I think this is probably a JANA issue, right?

If so, then it may generate a backwards compatibility annoyance, but I think that can be handled. If the new JANA constant container class is called JConstantMap then one needs to change every constant lookup from map<string, double> -> JConstantMap and probably add a line like:

ifndef NEW_JANA_CONST

typedef JConstantMap map<string,double>

endif

To a header on the halld_recon side. And also long as the new JANA version has

define NEW_JANA_CONST

then the code will continue to compile and run with old JANA versions as it does now.
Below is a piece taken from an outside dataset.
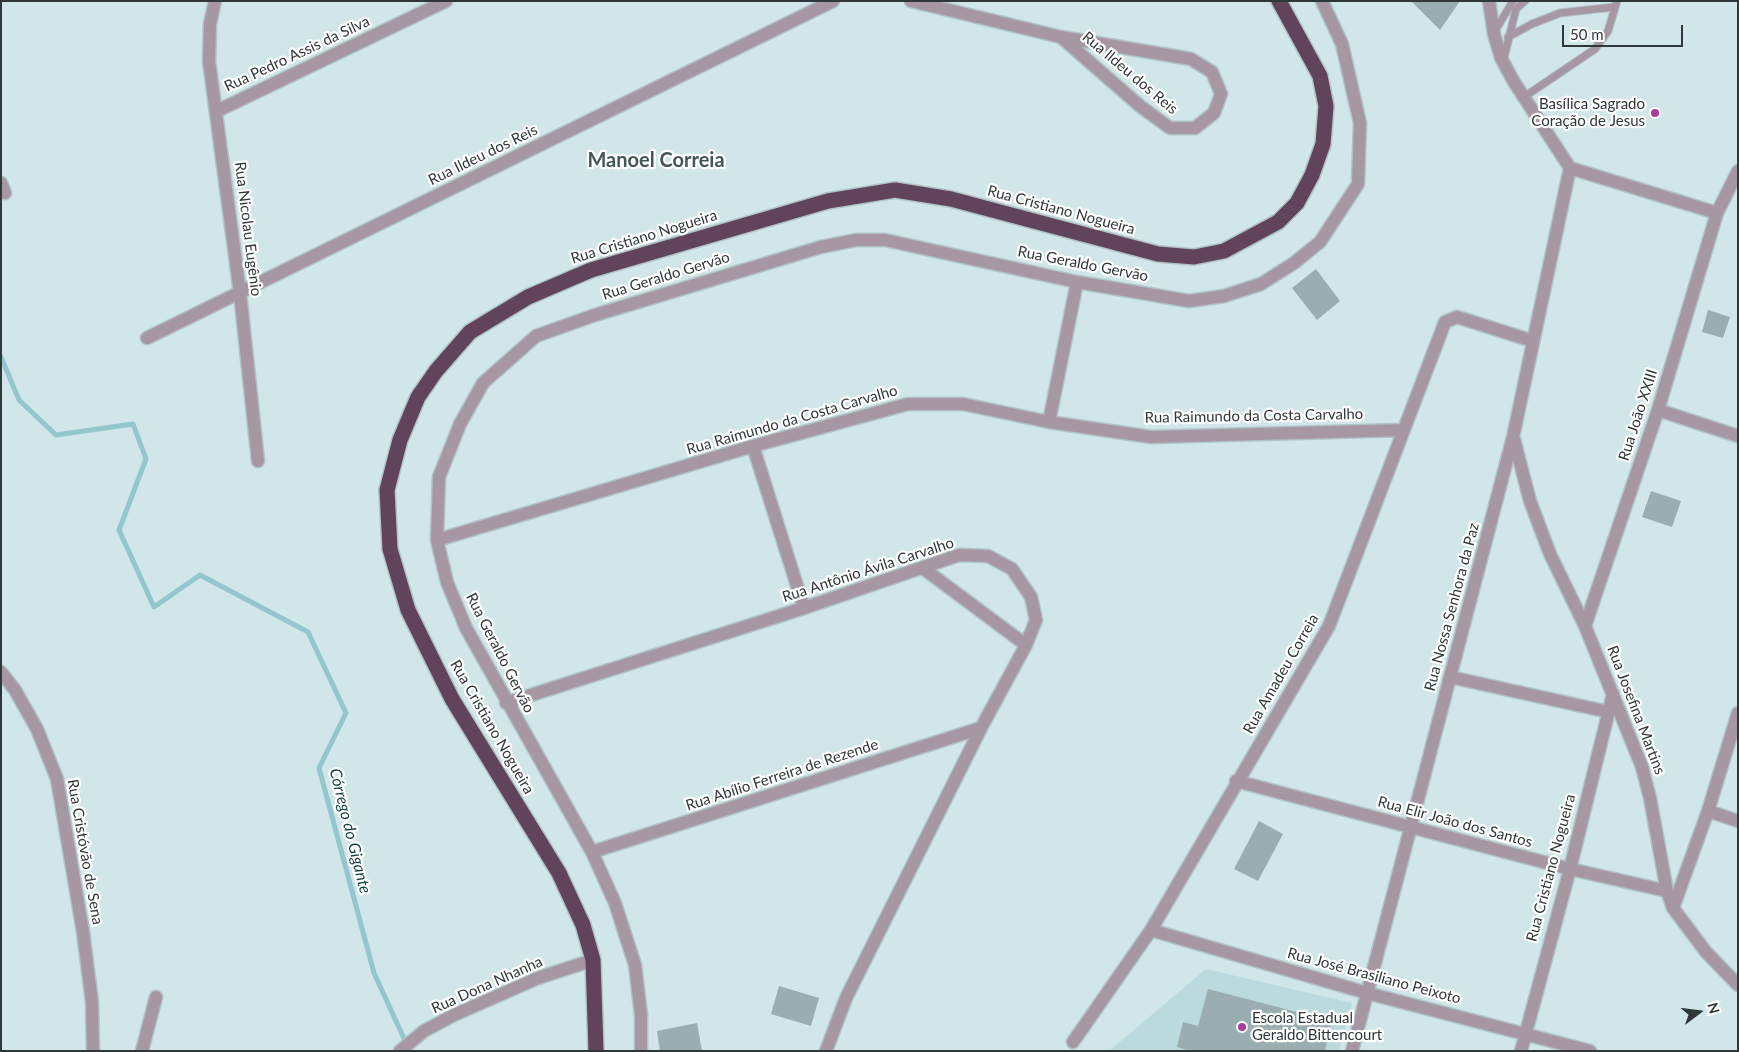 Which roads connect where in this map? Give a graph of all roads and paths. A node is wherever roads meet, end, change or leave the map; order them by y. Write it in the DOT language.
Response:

sdobbs commented 4 years ago

I'll let @faustus123 handle the JANA side of this discussion, but a straightforward short-term solution would be to switch from using map::[] to map::at(), which throws an exception if the requested key is not in the map.

mashephe commented 4 years ago

Yes, but that requires users are aware of the pitfall and willingly adopt this practice. It will be hard to encourage people to do this and impossible to enforce compliance. One can in principle search/replace through the code now, but it won’t prevent the danger from re-emerging in the future.

Matt

On May 22, 2020, at 8:19 AM, Sean Dobbs notifications@github.com wrote:

 I'll let @faustus123 handle the JANA side of this discussion, but a straightforward short-term solution would be to switch from using map::[] to map::at(), which throws an exception if the requested key is not in the map.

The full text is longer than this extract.